Pelo Ilustre Magistrado do Ministério Público junto deste tribunal foi emitido o seguinte Douto Parecer:
«1.
A, melhor identificado nos autos, inconformado com a douta decisão do Meritíssimo Juiz do 1.º Juízo de Instrução Criminal do Tribunal Judicial de Base que lhe indeferiu o pedido de concessão de liberdade condicional, interpôs o presente recurso, pugnando, em síntese, pela revogação da douta decisão recorrida e pela sua substituição por outra que lhe conceda aquela liberdade.
2.
2.1.
Decorre do artigo 56.º do Código Penal (CP) que a concessão de liberdade condicional depende da verificação de pressupostos de natureza formal e de natureza substancial.

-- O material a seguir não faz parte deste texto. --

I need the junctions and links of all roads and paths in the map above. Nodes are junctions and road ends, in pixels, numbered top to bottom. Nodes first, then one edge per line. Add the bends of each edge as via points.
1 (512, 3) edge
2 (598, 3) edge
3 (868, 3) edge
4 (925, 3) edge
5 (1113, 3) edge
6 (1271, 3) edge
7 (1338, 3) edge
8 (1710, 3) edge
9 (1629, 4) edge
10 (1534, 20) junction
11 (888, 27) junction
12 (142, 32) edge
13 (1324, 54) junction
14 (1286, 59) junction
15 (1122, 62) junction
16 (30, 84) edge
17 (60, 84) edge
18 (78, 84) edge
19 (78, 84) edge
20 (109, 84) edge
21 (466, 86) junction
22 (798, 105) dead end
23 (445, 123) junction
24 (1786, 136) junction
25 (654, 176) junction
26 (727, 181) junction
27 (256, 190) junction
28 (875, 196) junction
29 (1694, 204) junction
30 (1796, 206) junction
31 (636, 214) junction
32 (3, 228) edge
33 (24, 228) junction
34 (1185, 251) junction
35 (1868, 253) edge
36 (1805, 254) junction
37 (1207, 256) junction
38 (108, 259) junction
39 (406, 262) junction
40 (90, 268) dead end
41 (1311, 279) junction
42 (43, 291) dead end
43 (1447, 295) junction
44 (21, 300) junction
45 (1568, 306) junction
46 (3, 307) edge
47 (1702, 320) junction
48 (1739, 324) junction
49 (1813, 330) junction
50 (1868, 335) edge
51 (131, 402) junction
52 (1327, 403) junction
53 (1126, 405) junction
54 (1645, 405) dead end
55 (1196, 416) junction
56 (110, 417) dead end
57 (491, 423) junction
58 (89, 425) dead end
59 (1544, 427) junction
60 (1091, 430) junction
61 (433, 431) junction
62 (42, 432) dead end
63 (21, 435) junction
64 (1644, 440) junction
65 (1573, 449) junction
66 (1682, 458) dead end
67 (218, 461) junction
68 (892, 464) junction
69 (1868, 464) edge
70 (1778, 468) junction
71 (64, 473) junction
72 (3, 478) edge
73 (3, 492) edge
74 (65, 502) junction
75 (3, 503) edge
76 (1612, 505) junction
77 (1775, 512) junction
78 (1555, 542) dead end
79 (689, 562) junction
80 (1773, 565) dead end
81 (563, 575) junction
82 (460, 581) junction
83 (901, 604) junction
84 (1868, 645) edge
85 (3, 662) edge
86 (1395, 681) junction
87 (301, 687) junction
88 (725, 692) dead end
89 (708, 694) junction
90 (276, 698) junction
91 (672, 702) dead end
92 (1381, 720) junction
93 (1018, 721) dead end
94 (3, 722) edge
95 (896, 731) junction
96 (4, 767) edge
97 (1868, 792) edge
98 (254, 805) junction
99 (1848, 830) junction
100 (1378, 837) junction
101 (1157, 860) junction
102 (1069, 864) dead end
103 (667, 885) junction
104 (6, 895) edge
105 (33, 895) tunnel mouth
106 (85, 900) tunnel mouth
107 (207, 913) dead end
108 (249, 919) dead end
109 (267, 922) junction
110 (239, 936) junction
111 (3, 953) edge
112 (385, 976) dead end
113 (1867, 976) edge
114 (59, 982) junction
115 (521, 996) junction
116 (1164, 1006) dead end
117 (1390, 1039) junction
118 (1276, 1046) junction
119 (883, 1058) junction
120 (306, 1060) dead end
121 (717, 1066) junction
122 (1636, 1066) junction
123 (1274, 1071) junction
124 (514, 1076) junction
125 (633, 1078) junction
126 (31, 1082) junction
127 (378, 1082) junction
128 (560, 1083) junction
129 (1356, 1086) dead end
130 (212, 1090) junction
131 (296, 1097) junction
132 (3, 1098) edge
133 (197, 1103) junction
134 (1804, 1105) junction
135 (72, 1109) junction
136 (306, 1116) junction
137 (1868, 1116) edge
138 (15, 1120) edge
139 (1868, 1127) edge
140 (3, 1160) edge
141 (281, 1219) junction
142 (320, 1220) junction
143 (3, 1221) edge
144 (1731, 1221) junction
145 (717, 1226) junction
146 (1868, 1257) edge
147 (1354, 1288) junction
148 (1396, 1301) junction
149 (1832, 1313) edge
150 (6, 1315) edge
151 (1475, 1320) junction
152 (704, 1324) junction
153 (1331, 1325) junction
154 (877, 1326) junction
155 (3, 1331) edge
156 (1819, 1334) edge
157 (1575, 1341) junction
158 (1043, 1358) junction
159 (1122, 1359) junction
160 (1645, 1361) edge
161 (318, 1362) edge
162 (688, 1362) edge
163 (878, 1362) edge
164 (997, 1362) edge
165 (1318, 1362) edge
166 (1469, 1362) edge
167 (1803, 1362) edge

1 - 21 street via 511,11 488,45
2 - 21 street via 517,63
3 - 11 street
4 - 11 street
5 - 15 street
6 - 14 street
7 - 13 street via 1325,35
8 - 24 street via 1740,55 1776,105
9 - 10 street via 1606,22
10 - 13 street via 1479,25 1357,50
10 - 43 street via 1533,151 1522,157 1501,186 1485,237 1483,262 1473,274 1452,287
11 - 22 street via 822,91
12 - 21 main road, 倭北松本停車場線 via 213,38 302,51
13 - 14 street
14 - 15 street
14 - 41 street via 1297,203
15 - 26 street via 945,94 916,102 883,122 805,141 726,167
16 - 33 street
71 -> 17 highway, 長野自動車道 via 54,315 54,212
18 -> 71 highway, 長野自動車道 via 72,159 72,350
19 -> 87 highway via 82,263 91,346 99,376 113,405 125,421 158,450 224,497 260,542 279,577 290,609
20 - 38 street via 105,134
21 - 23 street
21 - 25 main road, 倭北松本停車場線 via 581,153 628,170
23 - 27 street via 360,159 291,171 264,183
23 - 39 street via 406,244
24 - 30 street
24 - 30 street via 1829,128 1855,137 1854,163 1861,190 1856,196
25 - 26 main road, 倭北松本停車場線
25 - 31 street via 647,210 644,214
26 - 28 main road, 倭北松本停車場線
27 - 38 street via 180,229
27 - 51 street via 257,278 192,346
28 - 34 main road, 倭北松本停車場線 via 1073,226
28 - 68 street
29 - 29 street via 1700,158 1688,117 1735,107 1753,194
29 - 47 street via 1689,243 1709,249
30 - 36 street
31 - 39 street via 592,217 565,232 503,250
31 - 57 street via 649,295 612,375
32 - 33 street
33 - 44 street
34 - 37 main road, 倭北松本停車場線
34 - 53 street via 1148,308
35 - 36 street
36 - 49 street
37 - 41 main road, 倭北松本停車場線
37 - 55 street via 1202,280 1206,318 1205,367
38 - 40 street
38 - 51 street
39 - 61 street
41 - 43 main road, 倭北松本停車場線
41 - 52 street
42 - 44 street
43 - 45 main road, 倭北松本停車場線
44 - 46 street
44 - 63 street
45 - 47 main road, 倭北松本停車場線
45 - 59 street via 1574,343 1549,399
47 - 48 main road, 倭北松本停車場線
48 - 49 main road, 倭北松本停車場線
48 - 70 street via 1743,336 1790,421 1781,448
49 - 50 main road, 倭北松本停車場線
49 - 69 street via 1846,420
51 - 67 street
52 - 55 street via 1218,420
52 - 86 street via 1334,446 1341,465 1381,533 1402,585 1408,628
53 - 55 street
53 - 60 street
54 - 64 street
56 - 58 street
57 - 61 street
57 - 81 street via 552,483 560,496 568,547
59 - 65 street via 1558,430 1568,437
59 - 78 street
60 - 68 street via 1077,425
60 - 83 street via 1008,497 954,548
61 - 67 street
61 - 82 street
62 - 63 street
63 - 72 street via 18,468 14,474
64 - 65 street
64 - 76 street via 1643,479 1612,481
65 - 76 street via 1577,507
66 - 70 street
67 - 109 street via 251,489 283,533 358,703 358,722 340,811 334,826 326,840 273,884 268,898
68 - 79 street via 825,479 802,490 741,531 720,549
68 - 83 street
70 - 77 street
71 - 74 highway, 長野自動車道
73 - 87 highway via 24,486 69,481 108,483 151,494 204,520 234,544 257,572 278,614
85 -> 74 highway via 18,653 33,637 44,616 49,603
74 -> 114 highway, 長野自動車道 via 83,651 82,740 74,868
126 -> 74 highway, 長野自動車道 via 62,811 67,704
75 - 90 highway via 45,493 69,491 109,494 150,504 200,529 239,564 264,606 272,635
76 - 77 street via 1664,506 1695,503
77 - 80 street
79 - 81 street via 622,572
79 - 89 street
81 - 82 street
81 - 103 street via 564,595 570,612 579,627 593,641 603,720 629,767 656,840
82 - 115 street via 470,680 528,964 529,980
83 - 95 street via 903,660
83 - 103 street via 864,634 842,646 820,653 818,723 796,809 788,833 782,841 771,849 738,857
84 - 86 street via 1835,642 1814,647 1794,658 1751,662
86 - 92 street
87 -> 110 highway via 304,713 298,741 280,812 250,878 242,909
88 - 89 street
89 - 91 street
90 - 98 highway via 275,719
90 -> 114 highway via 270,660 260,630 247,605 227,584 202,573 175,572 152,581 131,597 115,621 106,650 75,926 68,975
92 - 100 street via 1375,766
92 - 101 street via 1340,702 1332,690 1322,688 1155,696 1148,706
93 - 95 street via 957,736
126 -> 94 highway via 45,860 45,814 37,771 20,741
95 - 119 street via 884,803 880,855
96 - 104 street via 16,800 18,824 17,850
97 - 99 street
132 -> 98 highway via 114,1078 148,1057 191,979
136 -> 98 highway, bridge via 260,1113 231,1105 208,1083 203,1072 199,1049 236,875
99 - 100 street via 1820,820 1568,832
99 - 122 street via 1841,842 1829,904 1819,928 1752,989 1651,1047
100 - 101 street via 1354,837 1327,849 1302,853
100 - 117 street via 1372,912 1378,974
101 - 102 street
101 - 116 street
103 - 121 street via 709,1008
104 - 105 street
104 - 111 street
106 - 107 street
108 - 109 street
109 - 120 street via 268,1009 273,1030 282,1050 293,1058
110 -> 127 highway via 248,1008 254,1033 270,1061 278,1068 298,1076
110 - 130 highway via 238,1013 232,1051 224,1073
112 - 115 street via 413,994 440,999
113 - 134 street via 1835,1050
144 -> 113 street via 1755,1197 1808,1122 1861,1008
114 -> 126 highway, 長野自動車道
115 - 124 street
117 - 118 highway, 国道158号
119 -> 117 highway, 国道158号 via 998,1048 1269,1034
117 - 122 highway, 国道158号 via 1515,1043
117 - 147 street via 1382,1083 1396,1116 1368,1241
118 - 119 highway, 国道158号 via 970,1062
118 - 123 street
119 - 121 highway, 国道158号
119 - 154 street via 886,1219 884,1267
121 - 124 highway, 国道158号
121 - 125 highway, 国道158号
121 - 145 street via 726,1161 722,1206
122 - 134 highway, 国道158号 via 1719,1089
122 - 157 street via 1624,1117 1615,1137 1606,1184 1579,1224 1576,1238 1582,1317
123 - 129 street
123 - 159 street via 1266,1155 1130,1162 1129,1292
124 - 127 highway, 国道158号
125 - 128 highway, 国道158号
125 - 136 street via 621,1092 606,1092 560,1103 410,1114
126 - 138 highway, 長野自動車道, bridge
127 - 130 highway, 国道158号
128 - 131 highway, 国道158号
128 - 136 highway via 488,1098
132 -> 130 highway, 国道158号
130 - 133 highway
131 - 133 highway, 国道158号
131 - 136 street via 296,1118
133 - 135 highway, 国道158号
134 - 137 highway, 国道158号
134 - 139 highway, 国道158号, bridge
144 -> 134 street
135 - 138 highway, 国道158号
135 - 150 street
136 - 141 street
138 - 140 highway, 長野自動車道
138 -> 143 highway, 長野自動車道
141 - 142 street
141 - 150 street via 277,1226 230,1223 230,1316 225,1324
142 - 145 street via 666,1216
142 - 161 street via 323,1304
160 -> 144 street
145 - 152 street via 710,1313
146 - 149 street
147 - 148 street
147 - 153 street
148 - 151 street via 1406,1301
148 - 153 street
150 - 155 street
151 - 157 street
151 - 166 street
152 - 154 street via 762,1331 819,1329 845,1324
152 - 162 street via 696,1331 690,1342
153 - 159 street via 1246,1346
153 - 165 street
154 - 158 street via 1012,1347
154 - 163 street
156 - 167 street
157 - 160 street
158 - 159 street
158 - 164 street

São pressupostos de natureza formal:
(i) O cumprimento de dois terços da pena e no mínimo 6 meses (artigo 56.º, n.º 1 do Código Penal);
(ii) O consentimento do condenado (artigo 56.º, n.º 3 do Código Penal).
São pressupostos de natureza substancial:
(i) Que, de forma fundada, seja de esperar, atentas as circunstâncias do caso, a vida anterior do agente, a sua personalidade e a evolução desta durante a execução da prisão, que o condenado, uma vez em liberdade, conduzirá a sua vida de modo socialmente responsável, sem cometer crimes [artigo 56.º, n.º 1, alínea a) do Código Penal];
(ii) Que a libertação se revele compatível com a defesa da ordem jurídica e da paz social [artigo 56.º, n.º 1, alínea b), segunda parte, do Código Penal].

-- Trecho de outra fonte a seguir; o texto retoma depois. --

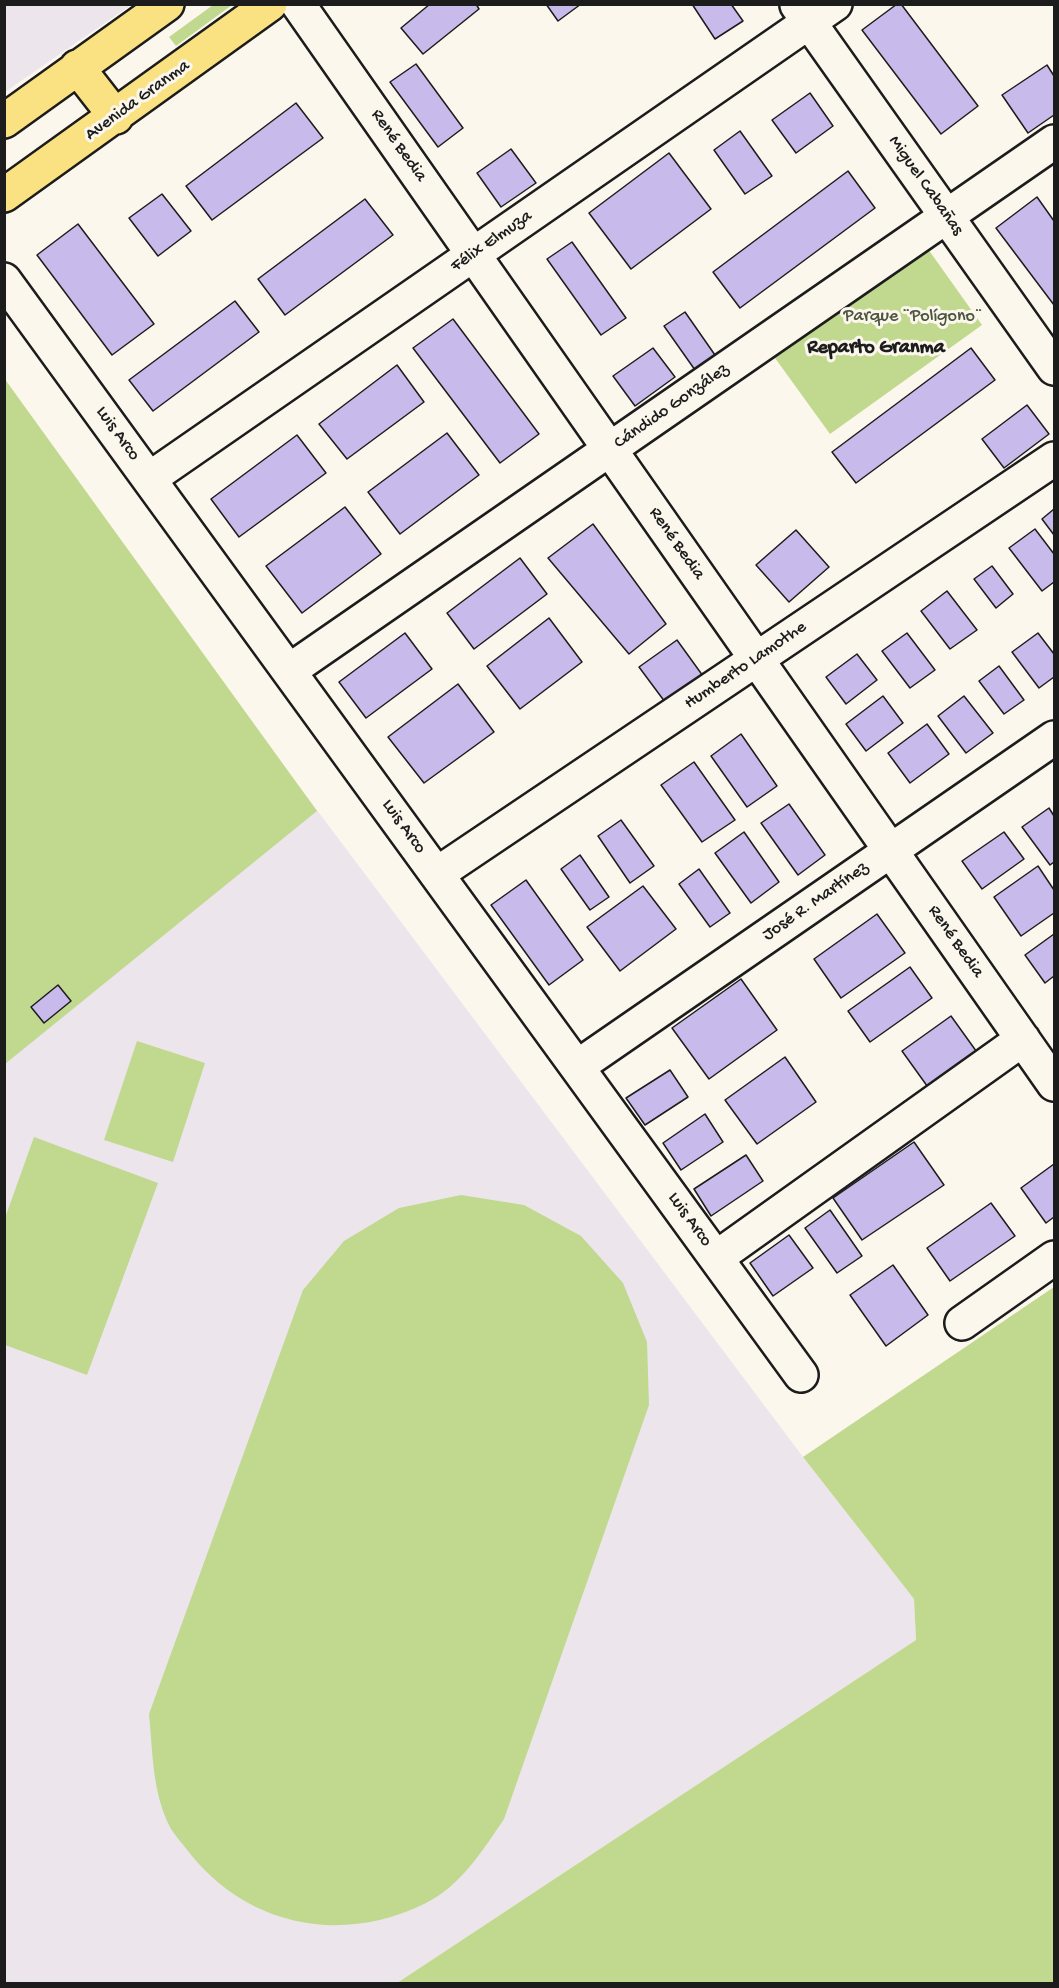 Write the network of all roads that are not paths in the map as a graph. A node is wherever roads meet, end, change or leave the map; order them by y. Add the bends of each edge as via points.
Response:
1 (167, 4) edge
2 (270, 4) edge
3 (298, 4) edge
4 (813, 10) edge
5 (77, 67) junction
6 (116, 117) junction
7 (4, 121) edge
8 (1054, 142) edge
9 (4, 195) edge
10 (947, 216) junction
11 (473, 254) junction
12 (4, 280) edge
13 (1054, 368) edge
14 (610, 450) junction
15 (1054, 459) edge
16 (149, 478) junction
17 (757, 659) junction
18 (289, 671) junction
19 (1054, 738) edge
20 (891, 850) junction
21 (436, 874) junction
22 (1023, 1039) junction
23 (577, 1067) junction
24 (1054, 1084) edge
25 (716, 1258) junction
26 (1054, 1258) edge
27 (962, 1323) dead end
28 (801, 1375) dead end

1 - 5 main road
2 - 6 main road, Avenida Granma
3 - 11 street, René Bedia
4 - 10 street, Miguel Cabañas
4 - 11 street, Félix Elmuza
5 - 6 main road
5 - 7 main road
6 - 9 main road, Avenida Granma
8 - 10 street, Cándido González
10 - 13 street, Miguel Cabañas
10 - 14 street, Cándido González
11 - 14 street, René Bedia
11 - 16 street, Félix Elmuza
12 - 16 street, Luis Arco
14 - 17 street, René Bedia
14 - 18 street, Cándido González
15 - 17 street, Humberto Lamothe
16 - 18 street, Luis Arco
17 - 20 street, René Bedia
17 - 21 street, Humberto Lamothe
18 - 21 street, Luis Arco
19 - 20 street, José R. Martínez
20 - 22 street, René Bedia
20 - 23 street, José R. Martínez
21 - 23 street, Luis Arco
22 - 24 street, René Bedia
22 - 25 street
23 - 25 street, Luis Arco
25 - 28 street, Luis Arco
26 - 27 street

Em relação aos pressupostos de natureza substancial, pode dizer-se que aquele que vem referido na alínea a) do n.º 2 do artigo 56.º do Código Penal tem em vista a satisfação de finalidades de prevenção especial, ao passo que aquele a que alude a alínea b) do mesmo n.º 2 do artigo 56.º do mesmo diploma legal, visa a prossecução de finalidades de prevenção geral.
2.2.
No caso concreto, é incontroversa a verificação dos pressupostos de natureza formal de concessão da liberdade condicional.

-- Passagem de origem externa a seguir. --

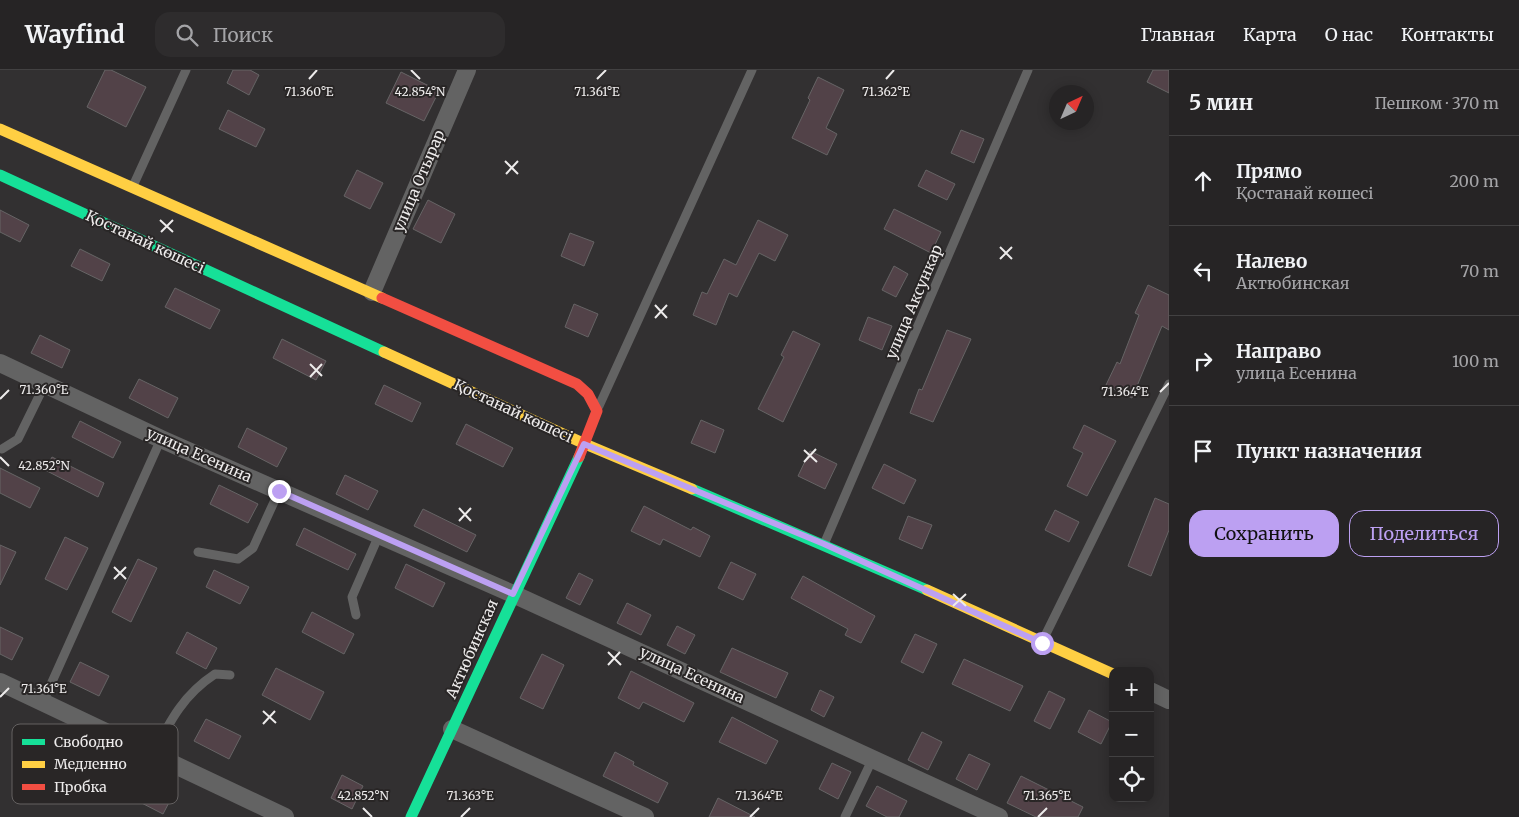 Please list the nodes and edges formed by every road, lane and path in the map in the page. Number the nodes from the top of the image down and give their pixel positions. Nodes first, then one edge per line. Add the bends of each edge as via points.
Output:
1 (186, 70) edge
2 (467, 70) edge
3 (752, 70) edge
4 (1028, 70) edge
5 (0, 129) edge
6 (0, 175) edge
7 (133, 186) junction
8 (372, 292) junction
9 (0, 364) edge
10 (45, 384) junction
11 (1169, 384) edge
12 (596, 411) junction
13 (161, 438) junction
14 (584, 444) junction
15 (2, 449) dead end
16 (279, 491) junction
17 (379, 535) junction
18 (824, 544) junction
19 (198, 552) dead end
20 (513, 594) junction
21 (356, 615) dead end
22 (1042, 643) junction
23 (1109, 672) edge
24 (230, 675) dead end
25 (0, 682) edge
26 (1154, 693) edge
27 (1169, 700) edge
28 (43, 702) junction
29 (90, 724) edge
30 (169, 724) edge
31 (452, 729) junction
32 (873, 758) junction
33 (178, 766) edge
34 (286, 817) edge
35 (411, 817) edge
36 (645, 817) edge
37 (845, 817) edge
38 (1000, 817) edge

1 - 7 lane
2 - 8 street, улица Отырар
3 - 12 lane
4 - 18 lane, улица Аксункар
5 - 7 street
6 - 14 street, Қостанай көшесі
7 - 8 street
8 - 12 street via 577,384 588,394
9 - 10 street, улица Есенина
10 - 13 street, улица Есенина
10 - 15 lane via 18,439
11 - 22 lane
12 - 14 street, Актюбинская
13 - 16 street, улица Есенина
13 - 28 lane
14 - 18 street, Қостанай көшесі
14 - 20 street, Актюбинская
16 - 17 street, улица Есенина
16 - 19 lane via 253,548 238,559
17 - 20 street, улица Есенина
17 - 21 lane via 352,597
18 - 22 street, Қостанай көшесі
20 - 31 street, Актюбинская
20 - 32 street, улица Есенина
22 - 23 street, Қостанай көшесі
24 - 30 lane via 215,674 176,710
25 - 28 street
26 - 27 street
28 - 29 street
31 - 35 street, Актюбинская
31 - 36 street
32 - 37 lane
32 - 38 street, улица Есенина
33 - 34 street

Na verdade, por um lado, o Recorrente deu o seu consentimento à dita liberdade e, por outro lado, já se mostram cumpridos dois terços da pena de prisão que lhe foi aplicada.
No que respeita aos pressupostos substanciais da liberdade condicional, considerou a douta decisão recorrida, no seguimento de idêntica posição do nosso Ilustre Colega, que não se mostram preenchidos os requisitos das alíneas a) e b) do n.º 1 do artigo 56.º do Código Penal.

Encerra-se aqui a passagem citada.